Exactly as they stand, give the records below again, with no images.

▶ **INFORMATION PROVIDED**
┄┄┄┄┄┄┄┄┄┄

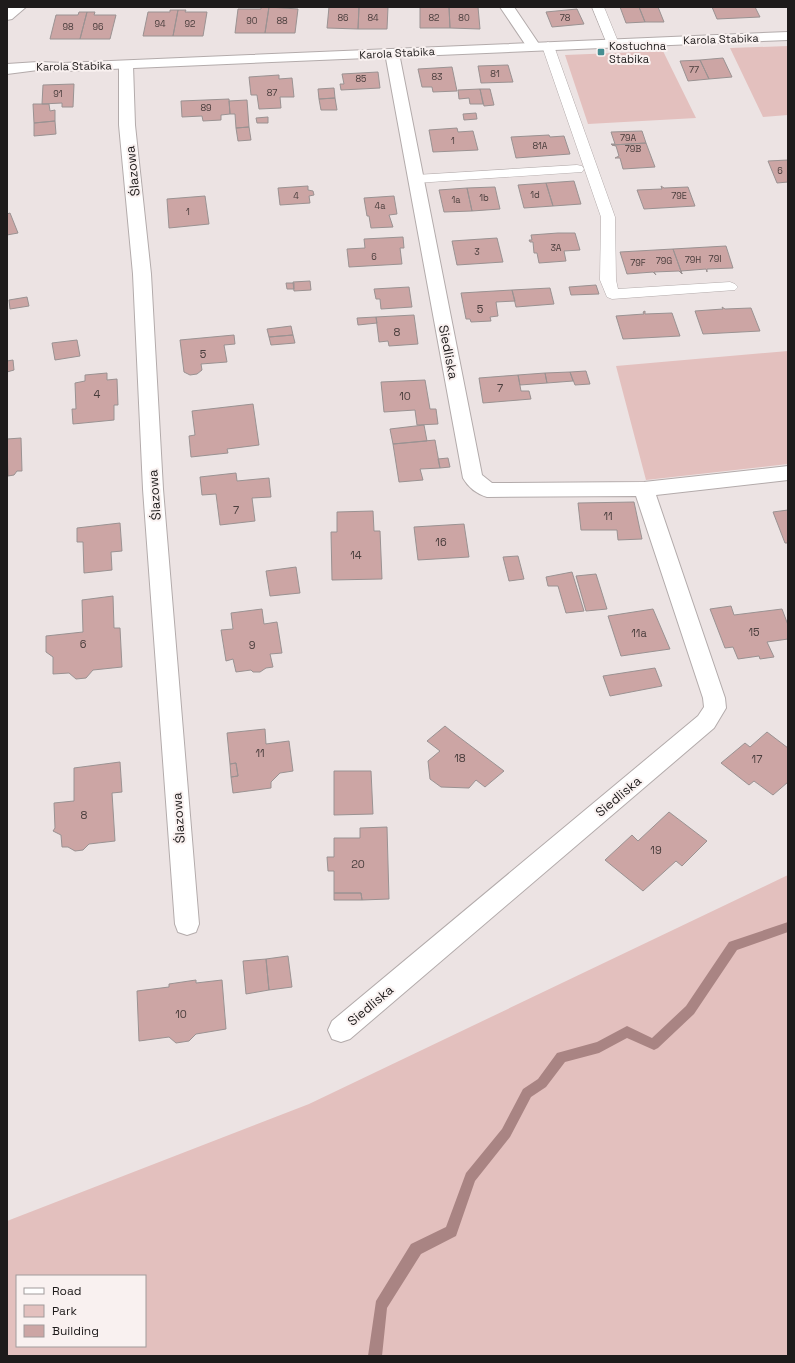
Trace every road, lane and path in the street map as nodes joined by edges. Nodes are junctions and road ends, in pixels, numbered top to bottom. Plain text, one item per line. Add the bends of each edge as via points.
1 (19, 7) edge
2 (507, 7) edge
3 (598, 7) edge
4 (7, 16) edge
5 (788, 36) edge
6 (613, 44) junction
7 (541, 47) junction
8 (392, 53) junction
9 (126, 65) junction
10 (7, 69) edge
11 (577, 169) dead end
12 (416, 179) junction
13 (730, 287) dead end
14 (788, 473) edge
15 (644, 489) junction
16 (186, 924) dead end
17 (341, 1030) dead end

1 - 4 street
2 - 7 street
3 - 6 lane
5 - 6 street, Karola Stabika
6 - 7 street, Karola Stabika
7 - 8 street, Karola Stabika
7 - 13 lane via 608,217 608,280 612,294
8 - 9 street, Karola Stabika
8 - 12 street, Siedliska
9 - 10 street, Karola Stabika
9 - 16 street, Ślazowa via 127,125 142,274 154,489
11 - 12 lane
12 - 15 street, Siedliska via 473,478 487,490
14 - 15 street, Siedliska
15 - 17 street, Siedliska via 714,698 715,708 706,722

┄┄┄┄┄┄┄┄┄┄

▶ **WRITTEN ANSWER**
Trace every road, lane and path in the street map as nodes joined by edges. Nodes are junctions and road ends, in pixels, numbered top to bottom. Plain text, one item per line. Add the bends of each edge as via points.
1 (19, 7) edge
2 (507, 7) edge
3 (598, 7) edge
4 (7, 16) edge
5 (788, 36) edge
6 (613, 44) junction
7 (541, 47) junction
8 (392, 53) junction
9 (126, 65) junction
10 (7, 69) edge
11 (577, 169) dead end
12 (416, 179) junction
13 (730, 287) dead end
14 (788, 473) edge
15 (644, 489) junction
16 (186, 924) dead end
17 (341, 1030) dead end

1 - 4 street
2 - 7 street
3 - 6 lane
5 - 6 street, Karola Stabika
6 - 7 street, Karola Stabika
7 - 8 street, Karola Stabika
7 - 13 lane via 608,217 608,280 612,294
8 - 9 street, Karola Stabika
8 - 12 street, Siedliska
9 - 10 street, Karola Stabika
9 - 16 street, Ślazowa via 127,125 142,274 154,489
11 - 12 lane
12 - 15 street, Siedliska via 473,478 487,490
14 - 15 street, Siedliska
15 - 17 street, Siedliska via 714,698 715,708 706,722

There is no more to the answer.